Saturday, September 17, 2011

Should Government Regulate the Mortgage Industry?


After the recent collapse of the mortgage industry, there has been an on going debate on whether government should regulate and provide more oversight on the mortgage industry or let if be self-regulating.  Many people assume, prior to its near overnight downfall, the industry was not regulated by the government.

This is not true. The Federal Government has control over numerous agencies that affect the mortgage industry either directly or indirectly. Some of the agencies that did regulate at the time of the collapse include: the Federal Reserve Bank, the Department of Housing and Urban Affairs, the Federal Housing Administration, and State Governments, just to name a few.

So what was the problem?

The issue was not the matter if whether there was or was not regulation, it was a problem of efficiency and accountability.  With that many Federal and State agencies involved, it is difficult to point the finger and where the problem lies.  In this case, the problems were found in numerous agencies. 


In brief, the major issue was the fact loans were being issued to people to purchase homes that they could not afford with terms that would sooner or later cause them to default on their note. 

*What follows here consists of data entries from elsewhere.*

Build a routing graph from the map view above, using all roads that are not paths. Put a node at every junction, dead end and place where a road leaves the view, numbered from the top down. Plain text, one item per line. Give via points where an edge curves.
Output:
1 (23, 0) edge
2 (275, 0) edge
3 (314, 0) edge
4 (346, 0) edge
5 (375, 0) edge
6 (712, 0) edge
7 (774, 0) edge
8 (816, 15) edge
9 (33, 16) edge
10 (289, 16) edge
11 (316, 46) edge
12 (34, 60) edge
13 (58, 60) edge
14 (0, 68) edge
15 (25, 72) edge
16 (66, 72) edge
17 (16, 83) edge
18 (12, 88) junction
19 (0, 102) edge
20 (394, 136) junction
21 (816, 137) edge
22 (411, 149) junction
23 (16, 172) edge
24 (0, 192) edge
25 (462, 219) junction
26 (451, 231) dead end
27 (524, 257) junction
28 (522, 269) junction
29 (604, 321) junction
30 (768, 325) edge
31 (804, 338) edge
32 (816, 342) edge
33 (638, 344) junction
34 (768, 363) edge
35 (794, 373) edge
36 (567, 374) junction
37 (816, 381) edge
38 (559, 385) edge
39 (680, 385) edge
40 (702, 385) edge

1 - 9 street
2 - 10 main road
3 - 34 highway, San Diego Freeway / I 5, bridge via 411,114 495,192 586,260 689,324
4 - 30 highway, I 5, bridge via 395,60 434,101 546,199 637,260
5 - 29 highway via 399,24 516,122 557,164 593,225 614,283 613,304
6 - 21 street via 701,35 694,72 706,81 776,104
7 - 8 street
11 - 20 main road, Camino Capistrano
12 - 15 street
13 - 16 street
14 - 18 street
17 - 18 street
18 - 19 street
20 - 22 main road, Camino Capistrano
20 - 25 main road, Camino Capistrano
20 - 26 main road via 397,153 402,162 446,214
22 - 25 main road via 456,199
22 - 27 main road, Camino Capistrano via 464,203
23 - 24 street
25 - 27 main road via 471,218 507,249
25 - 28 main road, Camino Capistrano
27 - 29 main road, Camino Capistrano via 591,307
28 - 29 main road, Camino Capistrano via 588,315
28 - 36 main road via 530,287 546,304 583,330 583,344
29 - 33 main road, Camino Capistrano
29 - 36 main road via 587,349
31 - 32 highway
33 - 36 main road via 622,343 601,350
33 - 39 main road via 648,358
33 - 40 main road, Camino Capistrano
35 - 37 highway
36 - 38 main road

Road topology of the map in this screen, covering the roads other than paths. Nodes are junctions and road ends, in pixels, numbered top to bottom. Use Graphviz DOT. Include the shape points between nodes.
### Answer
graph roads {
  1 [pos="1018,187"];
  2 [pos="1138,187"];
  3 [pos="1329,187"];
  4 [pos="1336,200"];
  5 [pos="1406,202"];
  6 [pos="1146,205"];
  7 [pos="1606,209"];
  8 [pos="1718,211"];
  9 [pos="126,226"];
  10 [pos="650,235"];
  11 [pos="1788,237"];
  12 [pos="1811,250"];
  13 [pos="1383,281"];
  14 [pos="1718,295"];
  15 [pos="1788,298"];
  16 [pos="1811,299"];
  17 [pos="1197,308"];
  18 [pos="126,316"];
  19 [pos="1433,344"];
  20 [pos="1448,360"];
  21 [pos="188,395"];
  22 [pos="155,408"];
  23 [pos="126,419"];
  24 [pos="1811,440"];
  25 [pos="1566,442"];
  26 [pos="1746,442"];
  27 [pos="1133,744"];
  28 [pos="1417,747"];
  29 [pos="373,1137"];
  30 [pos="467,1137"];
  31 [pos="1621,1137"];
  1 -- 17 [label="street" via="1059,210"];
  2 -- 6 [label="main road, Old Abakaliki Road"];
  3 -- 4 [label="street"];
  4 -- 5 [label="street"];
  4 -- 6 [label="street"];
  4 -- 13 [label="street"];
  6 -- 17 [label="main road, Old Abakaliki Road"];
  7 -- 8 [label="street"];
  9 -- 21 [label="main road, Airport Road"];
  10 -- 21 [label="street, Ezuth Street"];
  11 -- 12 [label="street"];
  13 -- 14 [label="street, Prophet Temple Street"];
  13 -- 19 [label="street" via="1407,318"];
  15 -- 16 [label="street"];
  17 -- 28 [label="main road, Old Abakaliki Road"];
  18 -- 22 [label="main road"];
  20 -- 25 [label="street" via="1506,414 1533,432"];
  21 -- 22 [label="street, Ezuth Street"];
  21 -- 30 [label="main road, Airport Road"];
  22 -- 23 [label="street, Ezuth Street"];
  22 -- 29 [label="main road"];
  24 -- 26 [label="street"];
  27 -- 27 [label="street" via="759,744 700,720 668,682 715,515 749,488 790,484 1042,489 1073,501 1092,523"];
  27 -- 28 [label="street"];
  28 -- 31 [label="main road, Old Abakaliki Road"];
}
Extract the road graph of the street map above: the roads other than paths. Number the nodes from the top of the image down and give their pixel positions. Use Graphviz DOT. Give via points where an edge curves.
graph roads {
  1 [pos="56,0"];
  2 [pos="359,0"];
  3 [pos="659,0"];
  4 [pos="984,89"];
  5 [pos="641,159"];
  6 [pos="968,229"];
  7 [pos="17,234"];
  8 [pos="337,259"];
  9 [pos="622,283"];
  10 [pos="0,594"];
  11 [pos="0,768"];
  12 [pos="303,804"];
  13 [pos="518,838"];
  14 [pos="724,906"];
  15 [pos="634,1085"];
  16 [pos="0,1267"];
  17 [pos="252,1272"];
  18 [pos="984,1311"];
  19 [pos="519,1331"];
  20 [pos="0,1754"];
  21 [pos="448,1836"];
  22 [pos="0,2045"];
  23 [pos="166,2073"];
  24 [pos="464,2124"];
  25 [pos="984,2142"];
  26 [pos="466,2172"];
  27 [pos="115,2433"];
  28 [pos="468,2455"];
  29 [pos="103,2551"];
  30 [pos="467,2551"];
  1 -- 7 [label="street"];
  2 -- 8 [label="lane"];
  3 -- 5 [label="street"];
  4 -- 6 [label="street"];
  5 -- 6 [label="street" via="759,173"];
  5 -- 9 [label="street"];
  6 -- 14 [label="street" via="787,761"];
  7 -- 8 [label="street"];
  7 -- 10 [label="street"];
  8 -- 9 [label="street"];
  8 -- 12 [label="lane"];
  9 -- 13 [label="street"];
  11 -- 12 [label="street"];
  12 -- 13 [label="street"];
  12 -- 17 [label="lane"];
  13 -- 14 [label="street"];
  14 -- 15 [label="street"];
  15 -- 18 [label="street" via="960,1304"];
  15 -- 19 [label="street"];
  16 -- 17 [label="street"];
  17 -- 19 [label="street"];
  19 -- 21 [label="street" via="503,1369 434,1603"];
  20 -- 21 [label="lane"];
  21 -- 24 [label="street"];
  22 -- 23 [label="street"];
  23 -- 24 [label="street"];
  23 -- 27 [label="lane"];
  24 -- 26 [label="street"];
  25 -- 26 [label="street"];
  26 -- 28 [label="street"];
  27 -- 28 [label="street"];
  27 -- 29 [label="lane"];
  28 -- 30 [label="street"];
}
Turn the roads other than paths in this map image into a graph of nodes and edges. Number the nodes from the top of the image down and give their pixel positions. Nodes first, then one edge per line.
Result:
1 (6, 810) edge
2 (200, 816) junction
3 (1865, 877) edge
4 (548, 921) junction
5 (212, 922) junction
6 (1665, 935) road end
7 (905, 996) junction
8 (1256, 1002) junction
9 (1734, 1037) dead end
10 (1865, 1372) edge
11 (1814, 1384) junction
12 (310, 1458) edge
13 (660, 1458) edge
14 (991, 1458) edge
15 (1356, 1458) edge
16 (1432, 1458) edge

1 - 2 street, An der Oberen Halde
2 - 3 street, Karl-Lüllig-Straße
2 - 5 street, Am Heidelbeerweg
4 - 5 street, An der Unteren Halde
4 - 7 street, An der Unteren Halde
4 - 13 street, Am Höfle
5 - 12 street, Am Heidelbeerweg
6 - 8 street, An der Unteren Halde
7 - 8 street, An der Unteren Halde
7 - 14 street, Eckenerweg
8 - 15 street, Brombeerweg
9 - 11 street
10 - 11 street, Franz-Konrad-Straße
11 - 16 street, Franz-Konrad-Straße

From an accountability standpoint, who is at fault?   Well…. the answer is not so clear.  All agencies could have easily figured out what was going to happen, but the fact was, the programs were successful and the economy was booming, so why stop something so good. 
In a recent article, an interesting point is made on the issue with the government regulation that now haunts our economy.

They are politicians not CEO's, and they don't ever do anything until something goes wrong and then they just run around trying to get on TV talking about how they are going to "fix" this so it never happens again.


I’m pretty sure we have all seen this before.  So the question is, what should be the government’s role on the mortgage industry, if any?  The answer is not one that could be summed up in a single posting, so I will leave it up to you to foster a solution and report to the economists who are boggled by this issue day in and day out. 



2 comments:

  1. The government, at one point, was encouraging everyone to be able to live "The American Dream" and buy a house. They encouraged loans and although it was a good intention...it kicked us in the rear.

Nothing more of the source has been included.